Je reste encore quelques minutes perdu dans mes pensées avant de prendre conscience que le comte m'appelle depuis déjà plusieurs secondes.

- Oh l'avorton, tu veux être puni ? Sers moi du vin, immédiatement !
- t-tout de suite !

Je m'avance prudemment mais rapidement vers le comte pour remplir son verre. Je sens alors sa main glisser sous ma jupe pour caresser mes cuisses. Il n'hésite même plus à le faire en présence de sa femme et de son fils. Madame détourne le regard, le visage emplit de dégoût. Elle me hait déjà énormément mais ces petits gestes n'arrangent rien. Je ne comprends pas pourquoi elle ne dénonce pas son mari si elle le trouve si répugnant, la seule chose qu'elle devrait alors abandonner en échange c'est sa richesse et sa place dans la société, ce qui pour elle doit être primordial. Je tourne la tête vers Lucius qui se lève en déposant ses couverts.

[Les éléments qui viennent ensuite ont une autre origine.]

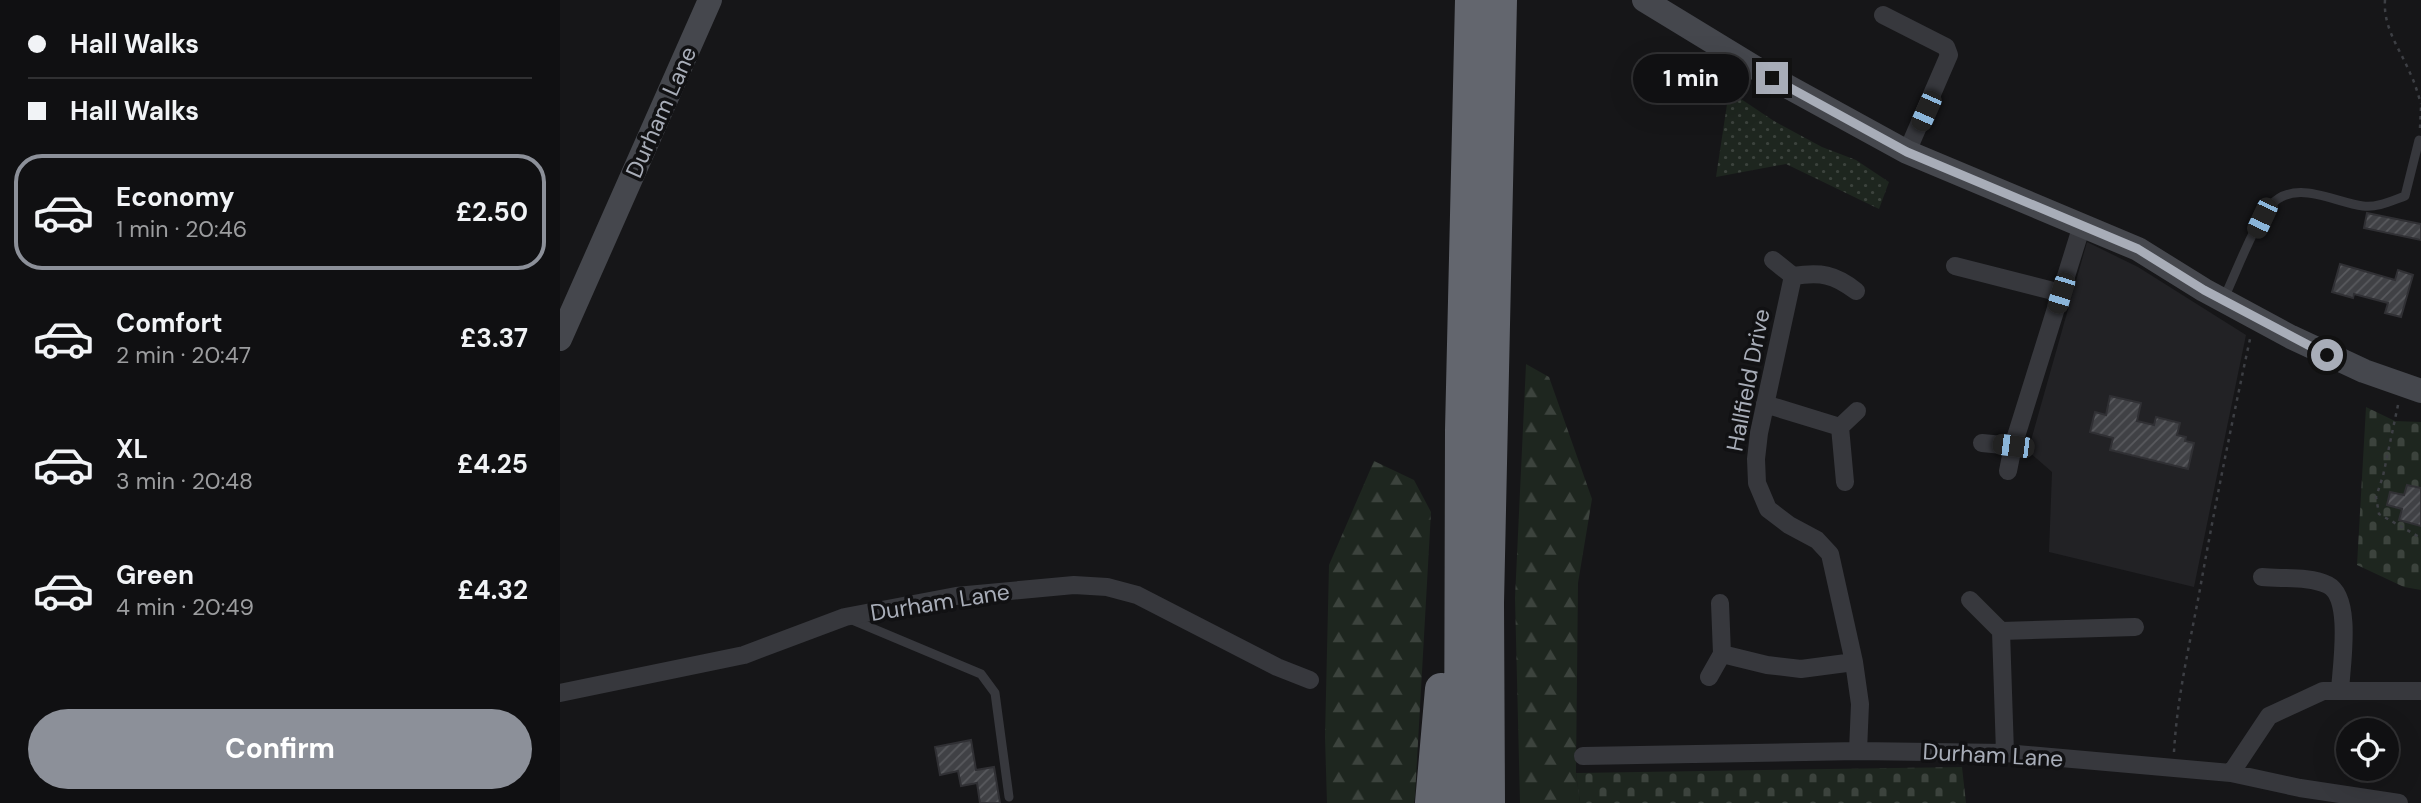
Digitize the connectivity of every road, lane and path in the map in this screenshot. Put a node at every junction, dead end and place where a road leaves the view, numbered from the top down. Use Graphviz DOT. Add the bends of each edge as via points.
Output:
graph roads {
  1 [pos="710,0"];
  2 [pos="1471,0"];
  3 [pos="1500,0"];
  4 [pos="1644,0"];
  5 [pos="2385,0"];
  6 [pos="1882,15"];
  7 [pos="2421,106"];
  8 [pos="2419,141"];
  9 [pos="1907,152"];
  10 [pos="2082,225"];
  11 [pos="1773,260"];
  12 [pos="1955,266"];
  13 [pos="1793,276"];
  14 [pos="1856,291"];
  15 [pos="2061,293"];
  16 [pos="2223,300"];
  17 [pos="2255,318"];
  18 [pos="560,339"];
  19 [pos="2411,388"];
  20 [pos="1765,404"];
  21 [pos="1857,411"];
  22 [pos="1840,427"];
  23 [pos="1461,430"];
  24 [pos="1982,443"];
  25 [pos="2013,446"];
  26 [pos="2008,471"];
  27 [pos="1845,482"];
  28 [pos="2421,538"];
  29 [pos="2262,577"];
  30 [pos="1970,600"];
  31 [pos="1488,603"];
  32 [pos="1720,603"];
  33 [pos="845,617"];
  34 [pos="2135,627"];
  35 [pos="2001,631"];
  36 [pos="1722,654"];
  37 [pos="1854,662"];
  38 [pos="1709,677"];
  39 [pos="1310,680"];
  40 [pos="2340,691"];
  41 [pos="2421,691"];
  42 [pos="560,693"];
  43 [pos="1858,751"];
  44 [pos="2005,753"];
  45 [pos="1583,756"];
  46 [pos="2173,768"];
  47 [pos="2231,773"];
  48 [pos="1009,797"];
  49 [pos="1430,803"];
  50 [pos="1460,803"];
  51 [pos="1489,803"];
  52 [pos="1499,803"];
  53 [pos="2398,803"];
  1 -- 18 [label="main road, Durham Lane"];
  2 -- 23 [label="highway"];
  3 -- 31 [label="highway"];
  4 -- 9 [label="main road"];
  5 -- 7 [label="path" via="2393,41 2411,73"];
  6 -- 9 [label="street" via="1946,47 1949,55"];
  7 -- 8 [label="path"];
  8 -- 16 [label="lane" via="2405,197 2365,206 2297,191 2279,197 2262,218"];
  9 -- 10 [label="main road"];
  10 -- 15 [label="street"];
  10 -- 16 [label="main road" via="2138,249"];
  11 -- 13 [label="street"];
  12 -- 15 [label="street"];
  13 -- 14 [label="street" via="1816,272 1840,279"];
  13 -- 20 [label="street, Hallfield Drive"];
  15 -- 25 [label="street"];
  16 -- 17 [label="main road"];
  17 -- 19 [label="main road" via="2327,355"];
  17 -- 46 [label="path" via="2196,610 2175,726"];
  19 -- 28 [label="path" via="2376,497 2379,514"];
  20 -- 22 [label="street"];
  20 -- 37 [label="street, Hallfield Drive" via="1756,458 1757,483 1768,509 1830,554"];
  21 -- 22 [label="street"];
  22 -- 27 [label="street"];
  23 -- 49 [label="highway"];
  23 -- 50 [label="highway"];
  24 -- 25 [label="street"];
  25 -- 26 [label="street"];
  29 -- 40 [label="street" via="2312,581 2330,586 2339,598 2344,623"];
  30 -- 35 [label="street"];
  31 -- 51 [label="highway"];
  31 -- 52 [label="highway"];
  32 -- 36 [label="street"];
  33 -- 39 [label="street, Durham Lane" via="956,596 1074,584 1107,587 1137,595"];
  33 -- 42 [label="street, Durham Lane" via="744,655"];
  33 -- 48 [label="lane" via="981,674 995,693"];
  34 -- 35 [label="street"];
  35 -- 44 [label="street"];
  36 -- 37 [label="street" via="1801,669"];
  36 -- 38 [label="street"];
  37 -- 43 [label="street, Hallfield Drive" via="1860,704"];
  40 -- 41 [label="street"];
  40 -- 47 [label="street" via="2323,691 2269,716"];
  43 -- 44 [label="street, Durham Lane"];
  43 -- 45 [label="street, Durham Lane"];
  44 -- 46 [label="street, Durham Lane"];
  46 -- 47 [label="street, Durham Lane"];
  47 -- 53 [label="street, Durham Lane"];
}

- Père, arrêtez ! C'est totalement indécent. Vous nous faites honte ! Rugit-il en lançant un regard sombre.
- Reste à ta place gamin, je suis le chef de cette maison et je fais ce que je veux. Qu'il n'y en ai pas un qui en parle hors de cette demeure car sinon... Ah... Un accident est si vite arrivé.

Dans un geste bref, le fils du comte pose sa main sur sa cuisse gauche avant de s'asseoir en silence. Monsieur de Brem à une nouvelle fois réussi à démontrer qu'il est un monstre, comme s'il fallait une preuve de plus. Il m'oblige à m'asseoir sur ses genoux et termine le repas ainsi dans un silence plus que malsain.

À la fin du repas je nettoie la table et pars en cuisine pour tout laver. De grosses larmes commencent à couler le long de mon visage de manière incontrôlée. J'ai beau y être habitué depuis dix ans, c'est toujours dur de servir de jouet et de souffre douleur à un homme pareil. Au moins lorsque je fais la vaisselle je suis tranquille, il ne met presque jamais les pieds en cuisine. Mais soudain j'entends un bruit de porte et je découvre l'origine du bruit avec une crainte qui s'envole dès que je vois que c'est Lucius s'approche de moi en prenant un chiffon.

- Je suis désolé, je n'ai pas su te défendre. C'est difficile de défier mon père, car même s'il est horrible, il reste mon géniteur.
- Il ne faut pas vous en vouloir monsieur. Cela m'a fait plaisir...

Je détourne le regard, gêné par les paroles qui viennent de sortir de ma bouche.

- Je peux t'aider ? Me demande-t-il alors
- Quoi ! Mais ! Vous ne pouvez pas, vous êtes un noble... Vous n'avez pas besoin de faire ces basses besognes.
- Arrête donc, je déteste ce système de caste sociale. Si je pouvais je ferais tout pour changer ce pays et mettre tout le monde sur un pied d'égalité. Laisse moi t'aider s'il te plaît.
- A...alors vous pouvez... Sécher ces assiettes et ces verres.
- pas de problème, lâche-t-il dans un grand sourire.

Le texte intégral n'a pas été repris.